Robert Ranulph Marett

Robert Ranulph Marett (born 13 June 1866 Jersey; † February 18, 1943 in Oxford ) was a British philosopher, anthropologist, folklorist and scholar of religion.

Life

Marett studied at Balliol College, Oxford classical languages ​​and philosophy. While traveling through France, Italy, Germany and Switzerland, he learned German and Italian, and improved his knowledge of French. In Berlin, he later studied at the University of Philosophy and worked for a year in Rome as a tutor. In 1893 he was tutor in philosophy at Exeter College, Oxford, where he was rector also from 1928. His personal interests led him further and further into the ethnology and 1910 Marett Edward Tylor's successor as University Reader in Social Anthropology. His numerous writings are mainly published lectures which he held at a variety of honors. Marett was an internationally recognized scholar.

Work and impact

Marett played in the anthropology of religion a major role, he belonged to the First World War to the most-cited scholars of religion. On Marett referenced throughout the Western religious studies, anthropology, sociology and ethnography. His work is in the science of religion an important milestone from evolutionism to functionalism and from an intellectualist individual psychology to an affectively oriented social psychology dar. In this social psychological effort he shows himself strong by the English goal psychologist William McDougall, the only pupil of Franz Brentano in the Anglo-American world, affected.

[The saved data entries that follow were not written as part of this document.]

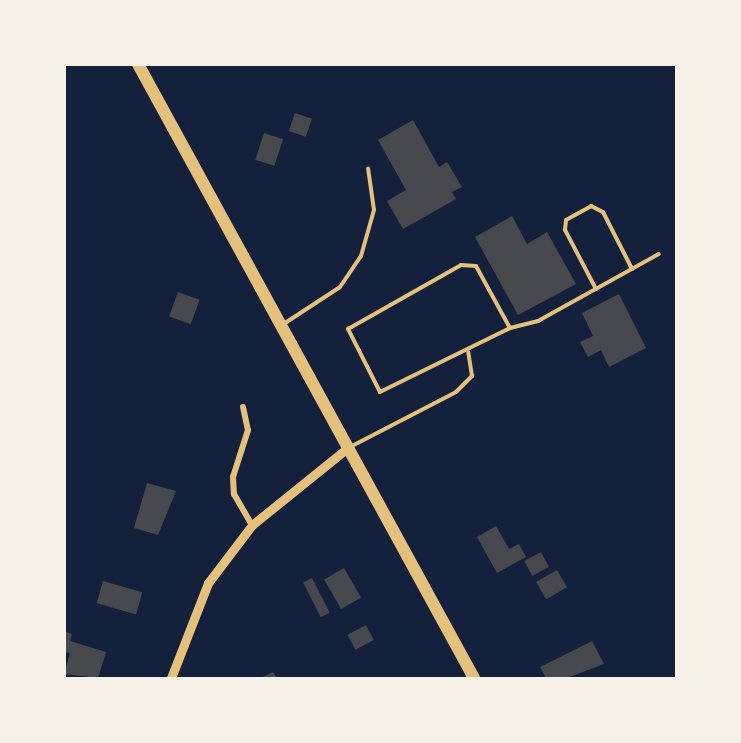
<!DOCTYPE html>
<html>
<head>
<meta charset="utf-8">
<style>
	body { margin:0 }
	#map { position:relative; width:741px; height:743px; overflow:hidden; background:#14213d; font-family:"Libre Baskerville",serif }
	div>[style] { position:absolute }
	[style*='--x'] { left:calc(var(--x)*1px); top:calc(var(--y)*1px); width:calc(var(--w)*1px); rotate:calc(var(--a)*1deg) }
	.building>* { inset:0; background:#48494c; transform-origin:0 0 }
	.service>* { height:4px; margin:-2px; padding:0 2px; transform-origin:2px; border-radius:2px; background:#e5c07b }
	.minor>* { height:6px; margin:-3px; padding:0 3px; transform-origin:3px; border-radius:3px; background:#e5c07b }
	.tertiary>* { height:9px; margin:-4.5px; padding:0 4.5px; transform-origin:4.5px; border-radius:4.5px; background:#e5c07b }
	.primary>* { height:12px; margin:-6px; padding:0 6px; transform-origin:6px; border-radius:6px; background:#e5c07b }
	span { translate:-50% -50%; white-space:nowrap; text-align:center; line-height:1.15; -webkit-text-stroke:4.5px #f6f1e7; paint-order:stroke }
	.frame { position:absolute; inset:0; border:66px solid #f6f1e7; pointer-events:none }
</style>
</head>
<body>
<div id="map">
	<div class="building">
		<i style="left:295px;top:113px;width:18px;height:19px;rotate:19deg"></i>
		<i style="clip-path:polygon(413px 120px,439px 167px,447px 162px,462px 187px,452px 192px,456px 199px,403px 229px,387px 201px,406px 190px,378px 140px)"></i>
		<i style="left:264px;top:133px;width:20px;height:28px;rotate:18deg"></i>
		<i style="clip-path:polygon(512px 216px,527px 244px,547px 232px,576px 284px,518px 315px,475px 237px)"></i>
		<i style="left:178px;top:292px;width:23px;height:26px;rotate:20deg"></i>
		<i style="clip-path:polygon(619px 294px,646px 348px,609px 367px,601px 350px,588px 357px,580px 342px,593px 336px,582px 313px)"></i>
		<i style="clip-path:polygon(147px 483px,176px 491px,158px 535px,134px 528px)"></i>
		<i style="clip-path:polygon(496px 526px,509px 549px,519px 544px,526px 557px,497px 573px,477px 537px)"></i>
		<i style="left:541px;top:552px;width:17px;height:19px;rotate:62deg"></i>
		<i style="left:344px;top:568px;width:34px;height:23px;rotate:60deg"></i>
		<i style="left:557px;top:570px;width:20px;height:24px;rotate:60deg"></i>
		<i style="left:312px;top:578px;width:39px;height:10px;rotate:63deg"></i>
		<i style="left:103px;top:581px;width:41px;height:23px;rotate:16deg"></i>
		<i style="left:366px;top:625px;width:17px;height:21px;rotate:62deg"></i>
		<i style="clip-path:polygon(64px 631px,72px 634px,70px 641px,106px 652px,98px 678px,64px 674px,70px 653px,64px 652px)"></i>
		<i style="clip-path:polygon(592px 641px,604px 664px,567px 678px,546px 678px,540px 667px)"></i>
		<i style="clip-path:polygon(273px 672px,277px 678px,261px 678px)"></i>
	</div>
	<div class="service">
		<i style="--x:461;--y:265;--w:15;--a:4"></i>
		<i style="--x:476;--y:266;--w:71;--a:61.3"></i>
		<i style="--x:510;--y:328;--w:145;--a:153.8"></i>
		<i style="--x:380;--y:392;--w:71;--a:-116.9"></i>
		<i style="--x:348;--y:329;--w:130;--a:-29.5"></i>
		<i style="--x:596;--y:289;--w:67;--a:-117.7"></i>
		<i style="--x:565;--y:230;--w:10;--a:-84"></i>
		<i style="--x:566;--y:220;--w:29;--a:-29"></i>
		<i style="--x:591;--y:206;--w:13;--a:27"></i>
		<i style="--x:603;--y:212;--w:64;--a:63"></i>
		<i style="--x:282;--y:325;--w:69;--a:-33.2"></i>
		<i style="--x:340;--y:287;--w:37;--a:-56"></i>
		<i style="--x:361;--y:256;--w:48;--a:-74.2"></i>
		<i style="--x:374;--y:210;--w:42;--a:-98.1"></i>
		<i style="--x:510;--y:328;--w:29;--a:-14"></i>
		<i style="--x:538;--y:321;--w:138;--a:-29"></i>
		<i style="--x:350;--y:447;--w:119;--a:-27.4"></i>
		<i style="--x:456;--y:392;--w:23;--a:-45"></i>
		<i style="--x:472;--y:376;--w:24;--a:-99"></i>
	</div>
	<div class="minor">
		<i style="--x:243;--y:407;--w:24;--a:78"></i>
		<i style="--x:248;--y:430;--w:49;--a:107.7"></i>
		<i style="--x:233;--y:477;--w:17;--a:87"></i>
		<i style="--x:234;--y:494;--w:36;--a:60"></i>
	</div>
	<div class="tertiary">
		<i style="--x:171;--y:678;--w:102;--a:-68.7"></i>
		<i style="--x:208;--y:583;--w:73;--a:-52.8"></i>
		<i style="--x:252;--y:525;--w:119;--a:-38.9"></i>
	</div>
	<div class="primary">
		<i style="--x:138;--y:64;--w:700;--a:61.31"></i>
	</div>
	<div class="frame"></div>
</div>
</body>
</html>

Maretts anthropology of religion is characterized by an oriented at Darwin naturalistic and evolutionary anthropology. He distinguishes the biological principle of evolution from a philosophical concept of progress and he does not put indigenous peoples (then called "Wild " called ) with prehistoric groups such as was common in his time. He comes from traditionalist and collectivist societies in relation to indigenous peoples.

In religion, science Marett criticized traditional theories of religion as that of Edward Tylor's animism as the origin of religion, because this takes no account of elementary religious phenomena such as reverence for animals, blood, or in front of impersonal forces such as thunderstorms. At James Frazer criticized Marett that this intellectualist speculation about the origins of religion rather than on the basis of an outdated psychology, and that he was separating religion and magic, though both formed a complex. At Marett Emile Durkheim criticized the social determinism and the assumption of social homogeneity and integration.

Although Marett was received internationally in his time, he plays in the contemporary study of religion is no longer relevant, since its premises are now obsolete and unacceptable. Maretts work is marked by the assumption that Western civilization was the culmination of evolution and its concepts are based on votes emanating from a religious heightening which he equates with increasing intellectualization and moralization of religion.